Multiparty Computation (MPC),  which is also known as Secure Multiparty Computation, allows a number of cooperating parties to jointly compute an output which is a function of their combined inputs, without ever revealing their inputs to each other. With traditional cryptography, this is possible if there is a trusted third party to perform the computation. Using secure multiparty computation, the trusted third party is not needed. 

Example applications:

  • In financial trading markets, exchanges can match large trade orders without exposing the intentions of their clients, or being able to exploit their privileged position to gain information themselves.
  • Private auctions, allowing the winning bid to be determined while keeping the other bids secret from participants and the auctioneer.

Zero Knowledge Proofs

Zero Knowledge Proofs (ZKP) allow one party (the ‘prover’) to demonstrate to another (the ‘verifier’) that they are in possession of some secret knowledge or have correctly run some computation, without revealing anything about that knowledge. 

Example applications:

  • Proving that a financial transaction has been recorded, without revealing details of the sender, the recipient or the amount.
  • Proving that a user is over a threshold minimum age required to access an online service without providing other proof of identity or date of birth.

Private Set Intersection

In this scenario, two parties each hold a list of data items that they are unwilling to share with the other in their entirety. However, they do agree to cooperate to determine which data items they have in common. Private Set Intersection (PSI) allows one party to compute the intersection of its list with that of another, learning only the common items (or the number of common items) and nothing more.

Example applications:

  • Detecting the appearance of your username and password in a cyber security breach dataset.
  • Fraud detection by banks cooperating to discover patterns of suspicious activity by account holders.
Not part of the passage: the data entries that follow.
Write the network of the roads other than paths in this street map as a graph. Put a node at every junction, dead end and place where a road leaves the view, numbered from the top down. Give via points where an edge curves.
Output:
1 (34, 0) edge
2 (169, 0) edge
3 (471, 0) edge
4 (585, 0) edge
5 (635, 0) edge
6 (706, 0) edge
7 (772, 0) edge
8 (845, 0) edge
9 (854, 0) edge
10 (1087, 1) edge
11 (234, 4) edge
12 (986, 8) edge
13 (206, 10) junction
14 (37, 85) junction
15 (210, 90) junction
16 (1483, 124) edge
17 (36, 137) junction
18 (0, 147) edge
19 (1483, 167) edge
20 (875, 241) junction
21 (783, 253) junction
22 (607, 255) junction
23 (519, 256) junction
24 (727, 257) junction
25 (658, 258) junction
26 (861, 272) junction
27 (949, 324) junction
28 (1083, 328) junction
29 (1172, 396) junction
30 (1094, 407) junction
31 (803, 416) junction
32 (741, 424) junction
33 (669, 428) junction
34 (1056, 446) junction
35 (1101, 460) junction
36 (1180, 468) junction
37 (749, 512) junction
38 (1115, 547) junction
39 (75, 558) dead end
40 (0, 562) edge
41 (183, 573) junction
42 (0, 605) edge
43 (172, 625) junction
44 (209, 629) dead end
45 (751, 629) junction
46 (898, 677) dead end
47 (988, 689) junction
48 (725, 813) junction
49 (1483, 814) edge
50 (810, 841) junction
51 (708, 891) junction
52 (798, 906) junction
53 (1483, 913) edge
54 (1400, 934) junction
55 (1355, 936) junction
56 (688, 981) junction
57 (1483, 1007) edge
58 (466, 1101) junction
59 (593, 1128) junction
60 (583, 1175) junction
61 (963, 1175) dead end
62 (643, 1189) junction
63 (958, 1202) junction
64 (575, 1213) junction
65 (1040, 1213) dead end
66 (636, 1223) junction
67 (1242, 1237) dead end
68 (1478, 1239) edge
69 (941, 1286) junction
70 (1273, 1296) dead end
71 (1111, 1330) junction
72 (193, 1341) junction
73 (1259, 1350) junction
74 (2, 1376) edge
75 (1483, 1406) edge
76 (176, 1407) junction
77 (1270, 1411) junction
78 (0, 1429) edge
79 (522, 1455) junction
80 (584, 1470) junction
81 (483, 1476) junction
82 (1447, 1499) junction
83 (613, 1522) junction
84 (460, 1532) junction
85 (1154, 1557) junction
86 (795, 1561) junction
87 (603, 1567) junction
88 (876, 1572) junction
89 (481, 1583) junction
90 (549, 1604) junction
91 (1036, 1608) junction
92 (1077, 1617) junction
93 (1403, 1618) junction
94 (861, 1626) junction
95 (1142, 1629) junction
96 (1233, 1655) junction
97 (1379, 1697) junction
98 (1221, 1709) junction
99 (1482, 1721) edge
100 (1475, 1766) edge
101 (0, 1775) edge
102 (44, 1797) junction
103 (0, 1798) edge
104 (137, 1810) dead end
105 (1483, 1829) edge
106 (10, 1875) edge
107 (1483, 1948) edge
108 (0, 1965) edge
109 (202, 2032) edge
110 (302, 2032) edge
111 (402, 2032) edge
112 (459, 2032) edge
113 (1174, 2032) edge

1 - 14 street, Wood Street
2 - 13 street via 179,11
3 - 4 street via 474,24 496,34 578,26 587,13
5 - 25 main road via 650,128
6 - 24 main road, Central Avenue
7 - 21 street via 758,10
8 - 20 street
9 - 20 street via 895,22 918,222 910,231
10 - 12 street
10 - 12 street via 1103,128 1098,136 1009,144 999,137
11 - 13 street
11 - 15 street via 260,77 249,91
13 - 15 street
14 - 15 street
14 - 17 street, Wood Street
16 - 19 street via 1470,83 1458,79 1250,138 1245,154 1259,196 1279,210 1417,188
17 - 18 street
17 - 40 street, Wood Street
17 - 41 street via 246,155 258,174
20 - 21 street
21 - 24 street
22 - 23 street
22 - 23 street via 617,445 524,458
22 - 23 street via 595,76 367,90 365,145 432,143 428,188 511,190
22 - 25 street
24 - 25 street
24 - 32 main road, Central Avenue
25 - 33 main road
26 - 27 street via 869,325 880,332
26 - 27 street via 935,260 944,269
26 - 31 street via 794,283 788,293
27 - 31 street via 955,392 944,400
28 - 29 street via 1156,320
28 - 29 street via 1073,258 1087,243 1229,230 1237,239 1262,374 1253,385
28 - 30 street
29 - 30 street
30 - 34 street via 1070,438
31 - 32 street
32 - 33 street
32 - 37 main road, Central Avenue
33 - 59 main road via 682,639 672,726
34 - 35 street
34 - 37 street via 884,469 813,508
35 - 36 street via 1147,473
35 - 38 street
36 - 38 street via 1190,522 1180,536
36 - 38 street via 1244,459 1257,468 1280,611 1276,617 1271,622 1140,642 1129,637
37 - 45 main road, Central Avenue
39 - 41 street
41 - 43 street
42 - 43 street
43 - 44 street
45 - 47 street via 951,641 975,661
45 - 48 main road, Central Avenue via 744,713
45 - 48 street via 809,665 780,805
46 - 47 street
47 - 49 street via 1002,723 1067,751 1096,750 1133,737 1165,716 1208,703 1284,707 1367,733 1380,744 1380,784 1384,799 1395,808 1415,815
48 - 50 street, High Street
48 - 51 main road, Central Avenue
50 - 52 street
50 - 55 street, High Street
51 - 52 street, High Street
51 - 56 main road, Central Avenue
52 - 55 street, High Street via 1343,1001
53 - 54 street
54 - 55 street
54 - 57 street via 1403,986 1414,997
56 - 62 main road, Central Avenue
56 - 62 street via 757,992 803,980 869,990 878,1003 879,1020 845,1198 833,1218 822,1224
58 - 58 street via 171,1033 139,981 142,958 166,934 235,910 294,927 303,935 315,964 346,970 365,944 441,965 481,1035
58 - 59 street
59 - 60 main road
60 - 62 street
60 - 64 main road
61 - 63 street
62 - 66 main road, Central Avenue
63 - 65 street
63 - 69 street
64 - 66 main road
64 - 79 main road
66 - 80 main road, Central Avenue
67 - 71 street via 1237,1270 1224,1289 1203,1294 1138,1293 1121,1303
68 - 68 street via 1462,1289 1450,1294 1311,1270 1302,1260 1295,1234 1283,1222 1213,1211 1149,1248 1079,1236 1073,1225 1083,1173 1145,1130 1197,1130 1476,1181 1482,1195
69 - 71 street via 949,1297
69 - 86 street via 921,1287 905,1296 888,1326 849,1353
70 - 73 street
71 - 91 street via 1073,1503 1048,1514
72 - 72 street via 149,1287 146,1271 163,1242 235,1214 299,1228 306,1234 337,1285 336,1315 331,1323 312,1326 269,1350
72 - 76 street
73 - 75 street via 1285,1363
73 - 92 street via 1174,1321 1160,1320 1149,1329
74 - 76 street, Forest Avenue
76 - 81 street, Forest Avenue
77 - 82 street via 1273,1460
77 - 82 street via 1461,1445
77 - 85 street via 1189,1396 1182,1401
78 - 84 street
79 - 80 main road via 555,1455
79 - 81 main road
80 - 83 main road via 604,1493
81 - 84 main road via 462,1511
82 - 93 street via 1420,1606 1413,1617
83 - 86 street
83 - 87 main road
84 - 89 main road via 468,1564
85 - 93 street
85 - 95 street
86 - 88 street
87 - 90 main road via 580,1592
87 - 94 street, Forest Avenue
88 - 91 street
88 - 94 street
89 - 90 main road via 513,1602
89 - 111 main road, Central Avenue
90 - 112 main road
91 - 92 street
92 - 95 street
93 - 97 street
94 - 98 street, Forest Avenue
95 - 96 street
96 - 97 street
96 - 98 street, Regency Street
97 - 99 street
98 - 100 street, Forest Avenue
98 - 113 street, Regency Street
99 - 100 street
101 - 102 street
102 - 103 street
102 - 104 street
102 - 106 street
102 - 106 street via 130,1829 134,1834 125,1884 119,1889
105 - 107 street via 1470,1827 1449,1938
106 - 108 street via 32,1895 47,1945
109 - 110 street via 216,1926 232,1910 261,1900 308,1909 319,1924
Attribute-Based Encryption

In an Attribute-Based Encryption (ABE) scheme, messages are encrypted so that they can be decrypted by any party possessing a specified attribute or combination of attributes, such as membership of a group, or even having an attribute within a range.

Example application:

  • Broadcasting encrypted materials, so that they can only be decrypted by paid subscribers within a certain geographic region and over a certain age.